上篇文章分析了hadoop写文件的流程,既然明白了文件是怎么写入的,再来理解读就顺畅一些了。
同样的,本文主要探讨客户端的实现,同样的,我依然推荐读一下,读文件的大致流程如下:
不论是文件读取,还是文件的写入,主控服务器扮演的都是中介的角色。客户端把自己的需求提交给主控服务器,主控服务器挑选合适的数据服务器,介绍给客户端,让客户端和数据服务器单聊,要读要写随你们便。这种策略类似于DMA,降低了主控服务器的负载,提高了效率。。。
因此,在文件读写操作中,最主要的通信,发生在客户端与数据服务器之间。它们之间跑的协议是ClientDatanodeProtocol。从这个协议中间,你无法看到和读写相关的接口,因为,在Hadoop中,读写操作是不走RPC机制的,而是另立门户,独立搭了一套通信框架。在数据服务器一端,DataNode类中有一个DataXceiverServer类的实例,它在一个单独的线程等待请求,一旦接到,就启动一个DataXceiver的线程,处理此次请求。一个请求一个线程,对于数据服务器来说,逻辑上很简单。当下,DataXceiver支持的请求类型有六种,具体的请求包和回复包格式,请参见这里,这里,这里。在Hadoop的实现中,并没有用类来封装这些请求,而是按流的次序写下来,这给代码阅读带来挺多的麻烦,也对代码的维护带来一定的困难,不知道是出于何种考虑。。。

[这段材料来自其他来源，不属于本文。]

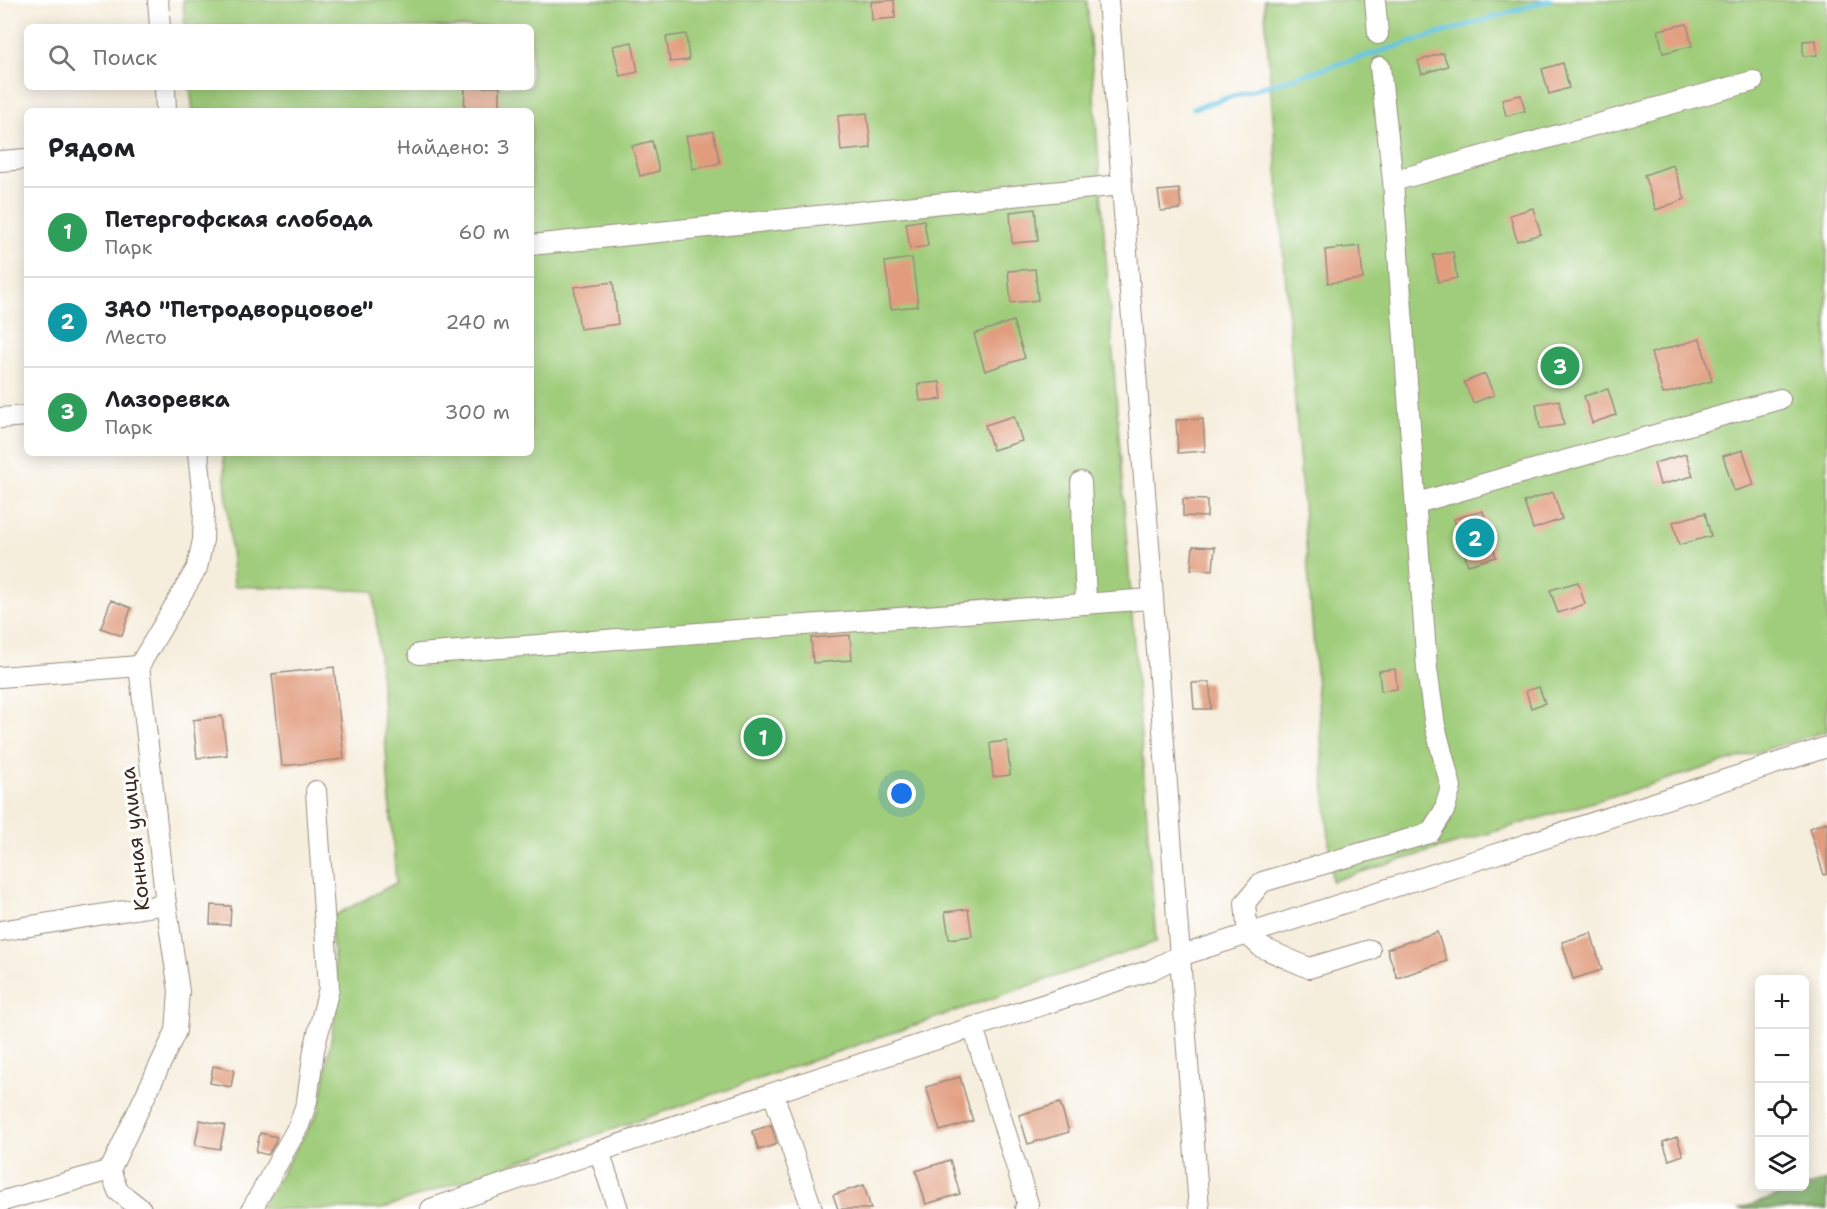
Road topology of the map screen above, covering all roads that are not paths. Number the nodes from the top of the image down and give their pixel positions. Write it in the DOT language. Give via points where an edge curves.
graph roads {
  1 [pos="158,0"];
  2 [pos="1108,0"];
  3 [pos="1375,0"];
  4 [pos="160,24"];
  5 [pos="1378,34"];
  6 [pos="1380,67"];
  7 [pos="1753,81"];
  8 [pos="165,90"];
  9 [pos="166,108"];
  10 [pos="24,159"];
  11 [pos="0,161"];
  12 [pos="1394,181"];
  13 [pos="1121,185"];
  14 [pos="534,245"];
  15 [pos="1780,399"];
  16 [pos="24,416"];
  17 [pos="0,418"];
  18 [pos="198,456"];
  19 [pos="1082,482"];
  20 [pos="1417,503"];
  21 [pos="1150,598"];
  22 [pos="1086,602"];
  23 [pos="419,654"];
  24 [pos="139,666"];
  25 [pos="0,677"];
  26 [pos="1827,747"];
  27 [pos="316,791"];
  28 [pos="166,904"];
  29 [pos="0,931"];
  30 [pos="1248,935"];
  31 [pos="1370,950"];
  32 [pos="1177,957"];
  33 [pos="974,1027"];
  34 [pos="773,1093"];
  35 [pos="599,1151"];
  36 [pos="110,1170"];
  37 [pos="0,1202"];
  38 [pos="141,1209"];
  39 [pos="252,1209"];
  40 [pos="431,1209"];
  41 [pos="618,1209"];
  42 [pos="812,1209"];
  43 [pos="1025,1209"];
  44 [pos="1199,1209"];
  1 -- 4 [label="street"];
  2 -- 13 [label="street"];
  3 -- 5 [label="street"];
  6 -- 12 [label="street"];
  7 -- 12 [label="street"];
  8 -- 9 [label="street"];
  10 -- 11 [label="street"];
  12 -- 20 [label="street"];
  13 -- 14 [label="street"];
  13 -- 21 [label="street"];
  15 -- 20 [label="street"];
  16 -- 17 [label="street"];
  18 -- 24 [label="street" via="204,510 203,540 196,568"];
  19 -- 22 [label="street"];
  20 -- 30 [label="street" via="1427,669 1435,726 1450,787 1444,811 1430,833 1262,882 1245,903"];
  21 -- 22 [label="street"];
  21 -- 32 [label="street"];
  22 -- 23 [label="street"];
  24 -- 25 [label="street"];
  24 -- 28 [label="street, Конная улица"];
  26 -- 30 [label="street"];
  27 -- 39 [label="street" via="329,988 299,1125"];
  28 -- 29 [label="street"];
  28 -- 36 [label="street, Конная улица" via="179,991 176,1031"];
  30 -- 31 [label="street" via="1261,947 1309,968"];
  30 -- 32 [label="street"];
  32 -- 33 [label="street" via="1151,970"];
  32 -- 44 [label="street"];
  33 -- 34 [label="street"];
  33 -- 43 [label="street" via="1028,1204"];
  34 -- 35 [label="street"];
  34 -- 42 [label="street"];
  35 -- 40 [label="street"];
  35 -- 41 [label="street"];
  36 -- 37 [label="street"];
  36 -- 38 [label="street" via="118,1191"];
}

相比于写,文件的读取实在是一个简单的过程。在客户端DFSClient中,有一个DFSClient.DFSInputStream类。当需要读取一个文件的时候,会生成一个DFSInputStream的实例。它会先调用ClientProtocol定义getBlockLocations接口,提供给NameNode文件路径、读取位置、读取长度信息,从中取得一个LocatedBlocks类的对象,这个对象包含一组LocatedBlock,那里面有所规定位置中包含的所有数据块信息,以及数据块对应的所有数据服务器的位置信息。当读取开始后,DFSInputStream会先尝试从某个数据块对应的一组数据服务器中选出一个,进行连接。这个选取算法,在当下的实现中,非常简单,就是选出第一个未挂的数据服务器,并没有加入客户端与数据服务器相对位置的考量。读取的请求,发送到数据服务器后,自然会有DataXceiver来处理,数据被一个包一个包发送回客户端,等到整个数据块的数据都被读取完了,就会断开此链接,尝试连接下一个数据块对应的数据服务器,整个流程,依次如此反复,直到所有想读的都读取完了为止。。。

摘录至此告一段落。